Since last summer, we've successfully grown basil, green beans, hibiscus and potatoes. We're working on kale, tomatoes, carrots and squash. I got nice long pumpkin vines with promising orange flowers (that attracted a couple of bees, which was encouraging) last year but eventually succumbed to powdery mildew. I planted them from the seeds I scraped out of our jack-o-lantern. And they freaking grew.

I had actually given up on our potatoes this year because a friend told me the soil here had to be tilled for potatoes. In a cloud of defeatism, I pulled two of my four potato plants out of the ground this morning only to find eeny teeny potatoes sitting in the dirt. AAHHH!!! I immediately apologized to the plants (like one does) and tried to replant them. Hopefully they won't be too traumatized. Here are the itsy bitsies in all of their glory.

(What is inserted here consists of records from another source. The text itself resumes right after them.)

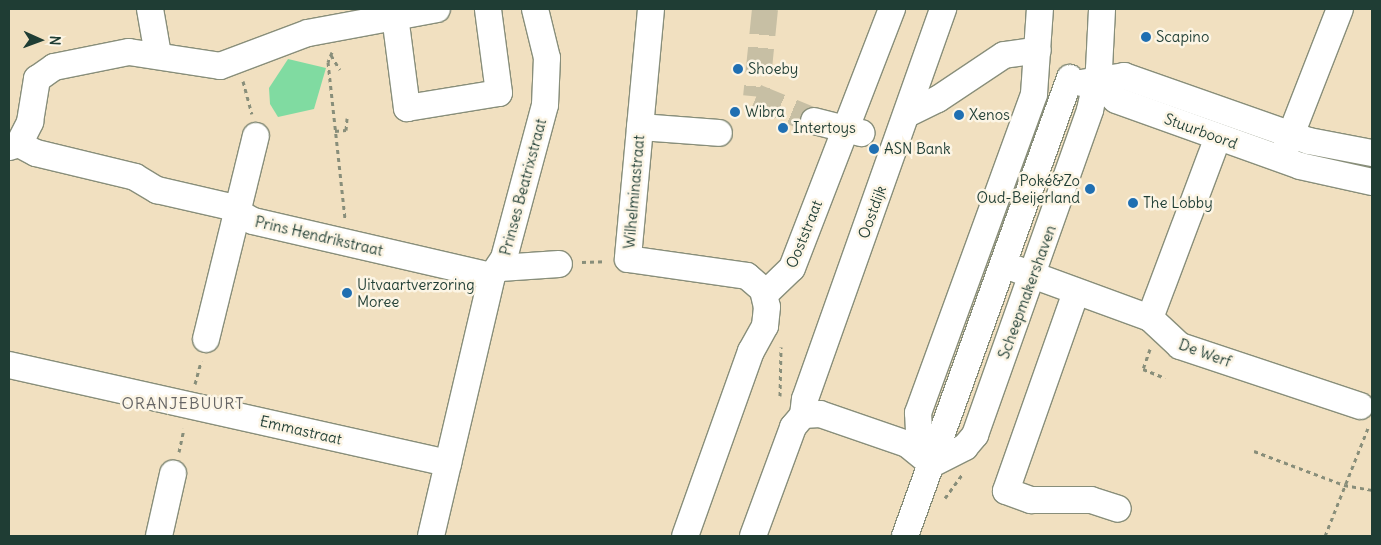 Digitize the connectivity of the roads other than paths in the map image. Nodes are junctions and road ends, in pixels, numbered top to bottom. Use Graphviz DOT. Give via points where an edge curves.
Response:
graph roads {
  1 [pos="150,9"];
  2 [pos="437,9"];
  3 [pos="488,9"];
  4 [pos="535,9"];
  5 [pos="651,9"];
  6 [pos="892,9"];
  7 [pos="943,9"];
  8 [pos="1040,9"];
  9 [pos="1102,9"];
  10 [pos="1340,9"];
  11 [pos="395,16"];
  12 [pos="321,19"];
  13 [pos="158,55"];
  14 [pos="1038,60"];
  15 [pos="1069,80"];
  16 [pos="1097,82"];
  17 [pos="907,114"];
  18 [pos="814,121"];
  19 [pos="640,126"];
  20 [pos="719,133"];
  21 [pos="1291,135"];
  22 [pos="256,136"];
  23 [pos="872,136"];
  24 [pos="1218,137"];
  25 [pos="14,145"];
  26 [pos="1372,152"];
  27 [pos="1282,160"];
  28 [pos="1372,182"];
  29 [pos="236,212"];
  30 [pos="976,256"];
  31 [pos="559,264"];
  32 [pos="1003,264"];
  33 [pos="496,272"];
  34 [pos="1033,274"];
  35 [pos="1076,292"];
  36 [pos="765,294"];
  37 [pos="1150,318"];
  38 [pos="206,340"];
  39 [pos="9,365"];
  40 [pos="1365,414"];
  41 [pos="801,417"];
  42 [pos="448,463"];
  43 [pos="932,464"];
  44 [pos="173,474"];
  45 [pos="1118,509"];
  46 [pos="158,536"];
  47 [pos="431,536"];
  48 [pos="684,536"];
  49 [pos="753,536"];
  50 [pos="906,536"];
  1 -- 13 [label="street"];
  2 -- 11 [label="street"];
  3 -- 11 [label="street" via="499,93 407,108"];
  4 -- 33 [label="street, Prinses Beatrixstraat" via="547,58 547,89"];
  5 -- 19 [label="street, Wilhelminastraat"];
  6 -- 23 [label="street, Ooststraat"];
  7 -- 17 [label="street, Oostdijk"];
  8 -- 14 [label="street"];
  9 -- 16 [label="street, Scheepmakershaven"];
  10 -- 21 [label="street"];
  11 -- 12 [label="street"];
  12 -- 13 [label="street" via="238,62 211,66"];
  13 -- 25 [label="street" via="116,53 46,71 35,86 30,122"];
  14 -- 15 [label="street"];
  14 -- 17 [label="street" via="1004,55 938,99"];
  14 -- 30 [label="street" via="1034,94"];
  15 -- 16 [label="street"];
  15 -- 32 [label="street, Scheepmakershaven"];
  16 -- 21 [label="street" via="1124,76"];
  16 -- 24 [label="street, Stuurboord" via="1116,100"];
  16 -- 34 [label="street, Scheepmakershaven"];
  17 -- 23 [label="street, Oostdijk"];
  18 -- 23 [label="street"];
  19 -- 20 [label="street"];
  19 -- 36 [label="street, Wilhelminastraat" via="628,259 741,274 758,283"];
  21 -- 26 [label="street"];
  21 -- 27 [label="street"];
  22 -- 29 [label="street"];
  23 -- 36 [label="street, Ooststraat" via="792,268"];
  23 -- 41 [label="street, Oostdijk"];
  24 -- 27 [label="street, Stuurboord"];
  24 -- 37 [label="street"];
  25 -- 29 [label="street, Prins Hendrikstraat" via="134,178 157,190"];
  27 -- 28 [label="street, Stuurboord"];
  29 -- 33 [label="street, Prins Hendrikstraat" via="253,221 348,243"];
  29 -- 38 [label="street"];
  30 -- 32 [label="street, De Werf"];
  30 -- 43 [label="street" via="918,413 919,431"];
  31 -- 33 [label="street, Prins Hendrikstraat"];
  32 -- 34 [label="street, De Werf"];
  32 -- 43 [label="street, Scheepmakershaven"];
  33 -- 42 [label="street, Prinses Beatrixstraat"];
  34 -- 35 [label="street, De Werf"];
  34 -- 43 [label="street, Scheepmakershaven" via="976,435 965,447"];
  35 -- 37 [label="street, De Werf"];
  35 -- 45 [label="street" via="1006,491 1031,500 1091,500"];
  36 -- 48 [label="street" via="765,326 751,351"];
  37 -- 40 [label="street, De Werf" via="1180,346"];
  39 -- 42 [label="street, Emmastraat"];
  41 -- 43 [label="street" via="820,414 912,446"];
  41 -- 49 [label="street, Oostdijk"];
  42 -- 47 [label="street, Prinses Beatrixstraat"];
  43 -- 50 [label="street"];
  44 -- 46 [label="street"];
}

I grew these from pieces of cut-up potatoes. The internets told me to let some potatoes sprout, cut them into chunks, leave the chunks out for a few days to turn black and callous over, then stick them in the ground. I did it, and it worked. Come on, isn't that AMAZING? Have you SEEN what happens to a potato when you cut it and leave it out for a day? It's GROSS. You do not look at that black bruise of a vegetable and think "Something tall and green will definitely pop out of that if I bury it."